On the 200th anniversary of Jane Austen’s death, what better way is there to honor this extraordinary author than to give thanks for what she has left us? For me, her work is a timeless guide to living life in the no-BS zone, wrapped in an infinitely re-readable set of six novels. 

If I could assign a motto, a credo to the the Austen canon, I would say it could be summed up in this one line from Pride and Prejudice: “Disguise of every sort is my abhorrence.” The fact that Mr. Darcy delivers this line while in the midst of a serious marriage-proposal fail makes it even more resonant: Darcy may be honest, but the brutality of his honesty indicates that he’s hiding behind his angry pride. He’s yet to unmask that part of his own disguise, but being an Austen hero, we know that he will.

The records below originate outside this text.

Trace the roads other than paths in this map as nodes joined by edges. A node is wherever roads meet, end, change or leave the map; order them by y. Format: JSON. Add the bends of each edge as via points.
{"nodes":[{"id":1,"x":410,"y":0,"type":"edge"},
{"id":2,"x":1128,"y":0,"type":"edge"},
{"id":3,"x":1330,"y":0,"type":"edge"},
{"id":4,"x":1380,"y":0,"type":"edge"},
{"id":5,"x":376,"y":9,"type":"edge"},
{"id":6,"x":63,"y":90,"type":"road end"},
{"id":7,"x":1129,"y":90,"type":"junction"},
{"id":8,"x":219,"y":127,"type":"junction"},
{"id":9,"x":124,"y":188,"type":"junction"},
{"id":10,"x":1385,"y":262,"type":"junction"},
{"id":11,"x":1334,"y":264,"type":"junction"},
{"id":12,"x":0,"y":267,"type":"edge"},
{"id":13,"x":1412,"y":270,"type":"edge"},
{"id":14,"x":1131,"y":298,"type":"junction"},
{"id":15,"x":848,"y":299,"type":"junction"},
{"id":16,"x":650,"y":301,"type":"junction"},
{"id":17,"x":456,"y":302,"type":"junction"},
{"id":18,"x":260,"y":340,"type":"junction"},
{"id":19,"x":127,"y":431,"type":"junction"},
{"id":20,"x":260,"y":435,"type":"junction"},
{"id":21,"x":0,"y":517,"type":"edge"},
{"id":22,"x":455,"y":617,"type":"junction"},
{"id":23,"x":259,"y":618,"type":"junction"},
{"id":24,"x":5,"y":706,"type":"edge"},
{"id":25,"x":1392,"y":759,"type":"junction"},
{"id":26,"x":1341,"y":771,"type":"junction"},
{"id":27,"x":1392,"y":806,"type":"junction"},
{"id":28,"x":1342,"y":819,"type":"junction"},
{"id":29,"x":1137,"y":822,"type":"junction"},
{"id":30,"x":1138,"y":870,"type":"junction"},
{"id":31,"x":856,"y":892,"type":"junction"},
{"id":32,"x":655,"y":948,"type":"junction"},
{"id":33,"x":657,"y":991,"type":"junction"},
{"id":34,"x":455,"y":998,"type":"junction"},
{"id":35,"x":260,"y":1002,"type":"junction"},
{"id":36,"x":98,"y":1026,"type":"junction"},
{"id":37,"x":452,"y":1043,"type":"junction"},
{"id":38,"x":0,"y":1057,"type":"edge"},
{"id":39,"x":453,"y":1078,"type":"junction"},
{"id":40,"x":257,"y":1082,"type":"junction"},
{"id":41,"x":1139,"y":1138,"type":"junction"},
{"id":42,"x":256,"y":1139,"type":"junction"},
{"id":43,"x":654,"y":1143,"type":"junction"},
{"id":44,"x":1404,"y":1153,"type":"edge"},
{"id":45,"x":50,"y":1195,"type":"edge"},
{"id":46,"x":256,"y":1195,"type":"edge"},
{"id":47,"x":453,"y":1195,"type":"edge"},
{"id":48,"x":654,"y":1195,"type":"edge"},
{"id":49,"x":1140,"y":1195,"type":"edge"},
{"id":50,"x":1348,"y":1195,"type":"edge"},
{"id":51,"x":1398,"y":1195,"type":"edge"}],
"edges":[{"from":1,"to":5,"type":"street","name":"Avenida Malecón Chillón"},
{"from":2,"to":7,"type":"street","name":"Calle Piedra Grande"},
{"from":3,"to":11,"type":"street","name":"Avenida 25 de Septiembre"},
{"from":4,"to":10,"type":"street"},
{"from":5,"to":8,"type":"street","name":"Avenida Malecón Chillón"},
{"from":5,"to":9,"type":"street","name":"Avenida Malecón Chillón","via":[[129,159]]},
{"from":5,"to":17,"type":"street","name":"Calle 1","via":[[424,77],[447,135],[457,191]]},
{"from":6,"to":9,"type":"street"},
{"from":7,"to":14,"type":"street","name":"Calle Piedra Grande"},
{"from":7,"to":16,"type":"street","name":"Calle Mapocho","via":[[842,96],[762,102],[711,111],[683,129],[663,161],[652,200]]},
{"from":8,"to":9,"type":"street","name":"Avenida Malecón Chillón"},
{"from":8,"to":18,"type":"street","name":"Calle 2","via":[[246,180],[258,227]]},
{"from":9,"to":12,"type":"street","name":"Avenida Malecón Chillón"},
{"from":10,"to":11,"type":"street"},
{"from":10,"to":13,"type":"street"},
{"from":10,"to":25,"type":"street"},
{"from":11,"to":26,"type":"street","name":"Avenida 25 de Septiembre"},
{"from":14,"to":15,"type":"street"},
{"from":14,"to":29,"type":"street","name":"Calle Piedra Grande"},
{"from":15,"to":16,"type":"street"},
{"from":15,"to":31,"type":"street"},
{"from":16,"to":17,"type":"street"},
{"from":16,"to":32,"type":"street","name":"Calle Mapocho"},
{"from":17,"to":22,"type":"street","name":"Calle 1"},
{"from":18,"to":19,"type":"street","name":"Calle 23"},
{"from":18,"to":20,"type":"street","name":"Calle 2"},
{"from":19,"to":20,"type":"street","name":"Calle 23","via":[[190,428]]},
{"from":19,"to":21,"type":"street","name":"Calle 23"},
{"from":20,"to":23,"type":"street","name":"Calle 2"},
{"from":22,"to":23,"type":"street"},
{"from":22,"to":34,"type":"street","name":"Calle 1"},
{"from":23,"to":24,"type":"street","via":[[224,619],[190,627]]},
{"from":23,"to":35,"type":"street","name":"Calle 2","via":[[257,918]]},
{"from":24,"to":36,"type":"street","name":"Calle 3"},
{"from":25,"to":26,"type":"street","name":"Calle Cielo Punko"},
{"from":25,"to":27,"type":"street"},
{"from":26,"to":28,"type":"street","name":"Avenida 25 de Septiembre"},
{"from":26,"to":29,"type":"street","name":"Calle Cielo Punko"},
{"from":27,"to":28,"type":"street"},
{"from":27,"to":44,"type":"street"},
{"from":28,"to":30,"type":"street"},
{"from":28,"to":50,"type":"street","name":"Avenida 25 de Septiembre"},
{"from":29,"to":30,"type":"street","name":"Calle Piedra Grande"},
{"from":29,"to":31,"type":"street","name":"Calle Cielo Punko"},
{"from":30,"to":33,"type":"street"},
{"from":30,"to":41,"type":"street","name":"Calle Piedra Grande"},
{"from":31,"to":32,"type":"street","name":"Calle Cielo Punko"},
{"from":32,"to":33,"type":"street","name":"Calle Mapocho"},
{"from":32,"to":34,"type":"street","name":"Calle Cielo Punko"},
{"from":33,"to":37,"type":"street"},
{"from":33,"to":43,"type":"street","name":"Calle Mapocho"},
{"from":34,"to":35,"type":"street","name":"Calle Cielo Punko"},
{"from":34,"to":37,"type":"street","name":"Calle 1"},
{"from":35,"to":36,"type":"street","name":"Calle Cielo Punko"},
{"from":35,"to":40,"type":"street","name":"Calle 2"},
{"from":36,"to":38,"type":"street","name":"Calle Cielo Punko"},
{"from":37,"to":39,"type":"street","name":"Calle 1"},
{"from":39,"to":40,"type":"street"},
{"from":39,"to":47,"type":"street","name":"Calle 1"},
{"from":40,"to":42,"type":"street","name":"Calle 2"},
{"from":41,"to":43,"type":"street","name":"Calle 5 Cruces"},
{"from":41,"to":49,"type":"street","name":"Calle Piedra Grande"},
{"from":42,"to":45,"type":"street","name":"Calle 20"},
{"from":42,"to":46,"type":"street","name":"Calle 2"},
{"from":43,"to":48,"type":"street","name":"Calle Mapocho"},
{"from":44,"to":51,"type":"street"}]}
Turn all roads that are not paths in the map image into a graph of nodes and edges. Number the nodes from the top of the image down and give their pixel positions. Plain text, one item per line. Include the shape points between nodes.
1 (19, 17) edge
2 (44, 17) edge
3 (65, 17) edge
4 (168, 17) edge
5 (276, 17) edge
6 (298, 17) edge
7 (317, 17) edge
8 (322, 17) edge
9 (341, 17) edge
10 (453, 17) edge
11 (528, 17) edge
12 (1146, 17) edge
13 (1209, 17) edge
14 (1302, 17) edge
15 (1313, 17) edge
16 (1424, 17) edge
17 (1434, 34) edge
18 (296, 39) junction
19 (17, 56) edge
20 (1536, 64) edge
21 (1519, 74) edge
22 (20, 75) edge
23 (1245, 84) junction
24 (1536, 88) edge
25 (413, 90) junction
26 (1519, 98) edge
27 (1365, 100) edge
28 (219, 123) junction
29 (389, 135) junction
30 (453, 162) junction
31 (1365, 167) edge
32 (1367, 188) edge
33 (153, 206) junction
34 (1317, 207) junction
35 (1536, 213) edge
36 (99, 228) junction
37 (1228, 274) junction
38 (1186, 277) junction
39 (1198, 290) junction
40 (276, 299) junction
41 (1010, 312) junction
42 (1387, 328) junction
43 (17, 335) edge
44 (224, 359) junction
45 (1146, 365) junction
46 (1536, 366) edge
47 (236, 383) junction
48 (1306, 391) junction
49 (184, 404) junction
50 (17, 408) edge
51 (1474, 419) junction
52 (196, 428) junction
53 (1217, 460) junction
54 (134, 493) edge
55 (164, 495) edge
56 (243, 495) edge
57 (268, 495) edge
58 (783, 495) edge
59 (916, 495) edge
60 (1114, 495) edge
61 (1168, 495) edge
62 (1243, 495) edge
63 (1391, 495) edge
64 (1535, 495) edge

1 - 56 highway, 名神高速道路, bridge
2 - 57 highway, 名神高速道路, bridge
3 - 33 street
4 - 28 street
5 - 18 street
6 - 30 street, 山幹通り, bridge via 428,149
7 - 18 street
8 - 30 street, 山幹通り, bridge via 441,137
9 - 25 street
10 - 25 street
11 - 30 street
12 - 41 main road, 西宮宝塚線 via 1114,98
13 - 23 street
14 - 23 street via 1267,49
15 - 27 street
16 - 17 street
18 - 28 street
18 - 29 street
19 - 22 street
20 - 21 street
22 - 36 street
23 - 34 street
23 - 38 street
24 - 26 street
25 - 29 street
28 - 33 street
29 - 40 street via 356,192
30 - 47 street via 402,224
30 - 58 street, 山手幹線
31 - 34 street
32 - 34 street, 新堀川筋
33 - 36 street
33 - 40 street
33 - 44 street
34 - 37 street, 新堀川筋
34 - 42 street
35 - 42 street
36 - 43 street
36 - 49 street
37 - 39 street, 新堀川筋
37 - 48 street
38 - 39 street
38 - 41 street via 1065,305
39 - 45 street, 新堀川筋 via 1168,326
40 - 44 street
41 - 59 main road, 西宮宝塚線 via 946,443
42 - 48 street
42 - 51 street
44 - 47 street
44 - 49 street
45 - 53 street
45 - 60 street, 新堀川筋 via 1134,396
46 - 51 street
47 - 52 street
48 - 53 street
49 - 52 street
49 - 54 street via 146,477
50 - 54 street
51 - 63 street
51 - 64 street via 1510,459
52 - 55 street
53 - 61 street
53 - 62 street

That’s the genius of Austen, who calls out her characters on their disguises and their dishonesty. Which leads them to their moment of revelation, their grand character arc, and their ultimate reward–love and happiness.

via GIPHY

Along the way, Austen makes us laugh, which makes the hard truths easier to bear. And thus we can begin to see ourselves in it all. 

That’s Austen: keeping us real and calling us out. She’s been doing it for 200 years. And that’s no small feat for someone who lived in a society in which polite demurrals, refusals, and denials were a socially mandated matter of form. 

Here are 10 gems of Austen wisdom to help you reach your own character arc.

1. A real friend is the one with the guts to tell you the ugly truth. 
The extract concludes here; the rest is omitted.